REQUIREMENT: Type out all the records once more, exactly.

=== SUPPLIED INFORMATION ===

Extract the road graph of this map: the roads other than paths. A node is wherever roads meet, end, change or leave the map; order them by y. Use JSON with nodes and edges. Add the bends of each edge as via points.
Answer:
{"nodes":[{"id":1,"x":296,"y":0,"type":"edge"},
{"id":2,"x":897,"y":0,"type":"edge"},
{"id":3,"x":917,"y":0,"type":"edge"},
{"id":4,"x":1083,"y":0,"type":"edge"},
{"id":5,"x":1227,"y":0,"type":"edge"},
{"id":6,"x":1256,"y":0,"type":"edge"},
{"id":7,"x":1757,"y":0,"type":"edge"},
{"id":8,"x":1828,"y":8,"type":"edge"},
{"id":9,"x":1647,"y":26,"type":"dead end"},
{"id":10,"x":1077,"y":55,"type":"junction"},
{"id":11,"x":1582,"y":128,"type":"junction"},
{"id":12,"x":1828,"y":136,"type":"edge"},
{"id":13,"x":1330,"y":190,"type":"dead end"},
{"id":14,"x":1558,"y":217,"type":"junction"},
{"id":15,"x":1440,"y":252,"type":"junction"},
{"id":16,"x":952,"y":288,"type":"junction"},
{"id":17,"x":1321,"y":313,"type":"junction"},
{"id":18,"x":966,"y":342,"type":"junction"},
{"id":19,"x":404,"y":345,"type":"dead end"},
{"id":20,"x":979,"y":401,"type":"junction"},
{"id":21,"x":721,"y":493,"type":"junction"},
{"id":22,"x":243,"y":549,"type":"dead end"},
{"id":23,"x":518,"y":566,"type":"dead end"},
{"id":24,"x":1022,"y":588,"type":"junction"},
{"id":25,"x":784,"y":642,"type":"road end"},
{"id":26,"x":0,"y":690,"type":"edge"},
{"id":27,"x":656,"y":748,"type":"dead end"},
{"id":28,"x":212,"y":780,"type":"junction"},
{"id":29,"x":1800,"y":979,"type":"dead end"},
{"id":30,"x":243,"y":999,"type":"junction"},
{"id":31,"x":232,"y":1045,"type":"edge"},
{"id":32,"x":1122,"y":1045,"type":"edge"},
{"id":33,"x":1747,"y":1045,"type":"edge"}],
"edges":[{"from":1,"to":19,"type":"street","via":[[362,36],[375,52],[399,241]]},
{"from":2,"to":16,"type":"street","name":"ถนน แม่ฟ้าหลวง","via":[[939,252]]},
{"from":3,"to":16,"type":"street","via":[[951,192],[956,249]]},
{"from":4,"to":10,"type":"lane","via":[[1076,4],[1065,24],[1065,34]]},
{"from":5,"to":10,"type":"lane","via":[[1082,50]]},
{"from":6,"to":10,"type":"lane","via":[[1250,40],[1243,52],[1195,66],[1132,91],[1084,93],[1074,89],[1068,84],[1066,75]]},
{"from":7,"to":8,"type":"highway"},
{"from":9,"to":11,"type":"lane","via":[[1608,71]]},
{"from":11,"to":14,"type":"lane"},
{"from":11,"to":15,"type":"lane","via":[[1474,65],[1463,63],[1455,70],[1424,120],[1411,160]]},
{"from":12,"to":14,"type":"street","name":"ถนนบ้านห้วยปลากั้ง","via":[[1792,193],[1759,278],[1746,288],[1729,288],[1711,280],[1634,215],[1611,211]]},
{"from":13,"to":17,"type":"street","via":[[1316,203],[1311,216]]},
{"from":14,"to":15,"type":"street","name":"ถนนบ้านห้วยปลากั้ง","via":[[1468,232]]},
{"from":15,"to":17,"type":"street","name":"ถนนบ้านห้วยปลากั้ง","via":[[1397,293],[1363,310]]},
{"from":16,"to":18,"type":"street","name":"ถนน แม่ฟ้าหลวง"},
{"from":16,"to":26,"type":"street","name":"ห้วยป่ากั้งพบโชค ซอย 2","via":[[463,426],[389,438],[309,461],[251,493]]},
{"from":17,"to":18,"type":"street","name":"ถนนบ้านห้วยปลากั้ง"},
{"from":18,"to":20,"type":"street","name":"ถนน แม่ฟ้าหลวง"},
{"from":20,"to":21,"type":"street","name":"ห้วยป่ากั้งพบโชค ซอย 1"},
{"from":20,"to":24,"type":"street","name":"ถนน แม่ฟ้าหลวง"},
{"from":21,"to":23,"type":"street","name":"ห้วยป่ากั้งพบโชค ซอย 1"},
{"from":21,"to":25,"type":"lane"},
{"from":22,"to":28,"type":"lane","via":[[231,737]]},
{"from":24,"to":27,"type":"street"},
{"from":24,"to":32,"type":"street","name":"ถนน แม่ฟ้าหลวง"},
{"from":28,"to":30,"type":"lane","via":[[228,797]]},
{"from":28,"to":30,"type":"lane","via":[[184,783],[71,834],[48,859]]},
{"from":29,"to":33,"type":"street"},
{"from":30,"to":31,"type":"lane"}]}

===

RESPONSE TO THE TASK:
Extract the road graph of this map: the roads other than paths. A node is wherever roads meet, end, change or leave the map; order them by y. Use JSON with nodes and edges. Add the bends of each edge as via points.
Answer:
{"nodes":[{"id":1,"x":296,"y":0,"type":"edge"},
{"id":2,"x":897,"y":0,"type":"edge"},
{"id":3,"x":917,"y":0,"type":"edge"},
{"id":4,"x":1083,"y":0,"type":"edge"},
{"id":5,"x":1227,"y":0,"type":"edge"},
{"id":6,"x":1256,"y":0,"type":"edge"},
{"id":7,"x":1757,"y":0,"type":"edge"},
{"id":8,"x":1828,"y":8,"type":"edge"},
{"id":9,"x":1647,"y":26,"type":"dead end"},
{"id":10,"x":1077,"y":55,"type":"junction"},
{"id":11,"x":1582,"y":128,"type":"junction"},
{"id":12,"x":1828,"y":136,"type":"edge"},
{"id":13,"x":1330,"y":190,"type":"dead end"},
{"id":14,"x":1558,"y":217,"type":"junction"},
{"id":15,"x":1440,"y":252,"type":"junction"},
{"id":16,"x":952,"y":288,"type":"junction"},
{"id":17,"x":1321,"y":313,"type":"junction"},
{"id":18,"x":966,"y":342,"type":"junction"},
{"id":19,"x":404,"y":345,"type":"dead end"},
{"id":20,"x":979,"y":401,"type":"junction"},
{"id":21,"x":721,"y":493,"type":"junction"},
{"id":22,"x":243,"y":549,"type":"dead end"},
{"id":23,"x":518,"y":566,"type":"dead end"},
{"id":24,"x":1022,"y":588,"type":"junction"},
{"id":25,"x":784,"y":642,"type":"road end"},
{"id":26,"x":0,"y":690,"type":"edge"},
{"id":27,"x":656,"y":748,"type":"dead end"},
{"id":28,"x":212,"y":780,"type":"junction"},
{"id":29,"x":1800,"y":979,"type":"dead end"},
{"id":30,"x":243,"y":999,"type":"junction"},
{"id":31,"x":232,"y":1045,"type":"edge"},
{"id":32,"x":1122,"y":1045,"type":"edge"},
{"id":33,"x":1747,"y":1045,"type":"edge"}],
"edges":[{"from":1,"to":19,"type":"street","via":[[362,36],[375,52],[399,241]]},
{"from":2,"to":16,"type":"street","name":"ถนน แม่ฟ้าหลวง","via":[[939,252]]},
{"from":3,"to":16,"type":"street","via":[[951,192],[956,249]]},
{"from":4,"to":10,"type":"lane","via":[[1076,4],[1065,24],[1065,34]]},
{"from":5,"to":10,"type":"lane","via":[[1082,50]]},
{"from":6,"to":10,"type":"lane","via":[[1250,40],[1243,52],[1195,66],[1132,91],[1084,93],[1074,89],[1068,84],[1066,75]]},
{"from":7,"to":8,"type":"highway"},
{"from":9,"to":11,"type":"lane","via":[[1608,71]]},
{"from":11,"to":14,"type":"lane"},
{"from":11,"to":15,"type":"lane","via":[[1474,65],[1463,63],[1455,70],[1424,120],[1411,160]]},
{"from":12,"to":14,"type":"street","name":"ถนนบ้านห้วยปลากั้ง","via":[[1792,193],[1759,278],[1746,288],[1729,288],[1711,280],[1634,215],[1611,211]]},
{"from":13,"to":17,"type":"street","via":[[1316,203],[1311,216]]},
{"from":14,"to":15,"type":"street","name":"ถนนบ้านห้วยปลากั้ง","via":[[1468,232]]},
{"from":15,"to":17,"type":"street","name":"ถนนบ้านห้วยปลากั้ง","via":[[1397,293],[1363,310]]},
{"from":16,"to":18,"type":"street","name":"ถนน แม่ฟ้าหลวง"},
{"from":16,"to":26,"type":"street","name":"ห้วยป่ากั้งพบโชค ซอย 2","via":[[463,426],[389,438],[309,461],[251,493]]},
{"from":17,"to":18,"type":"street","name":"ถนนบ้านห้วยปลากั้ง"},
{"from":18,"to":20,"type":"street","name":"ถนน แม่ฟ้าหลวง"},
{"from":20,"to":21,"type":"street","name":"ห้วยป่ากั้งพบโชค ซอย 1"},
{"from":20,"to":24,"type":"street","name":"ถนน แม่ฟ้าหลวง"},
{"from":21,"to":23,"type":"street","name":"ห้วยป่ากั้งพบโชค ซอย 1"},
{"from":21,"to":25,"type":"lane"},
{"from":22,"to":28,"type":"lane","via":[[231,737]]},
{"from":24,"to":27,"type":"street"},
{"from":24,"to":32,"type":"street","name":"ถนน แม่ฟ้าหลวง"},
{"from":28,"to":30,"type":"lane","via":[[228,797]]},
{"from":28,"to":30,"type":"lane","via":[[184,783],[71,834],[48,859]]},
{"from":29,"to":33,"type":"street"},
{"from":30,"to":31,"type":"lane"}]}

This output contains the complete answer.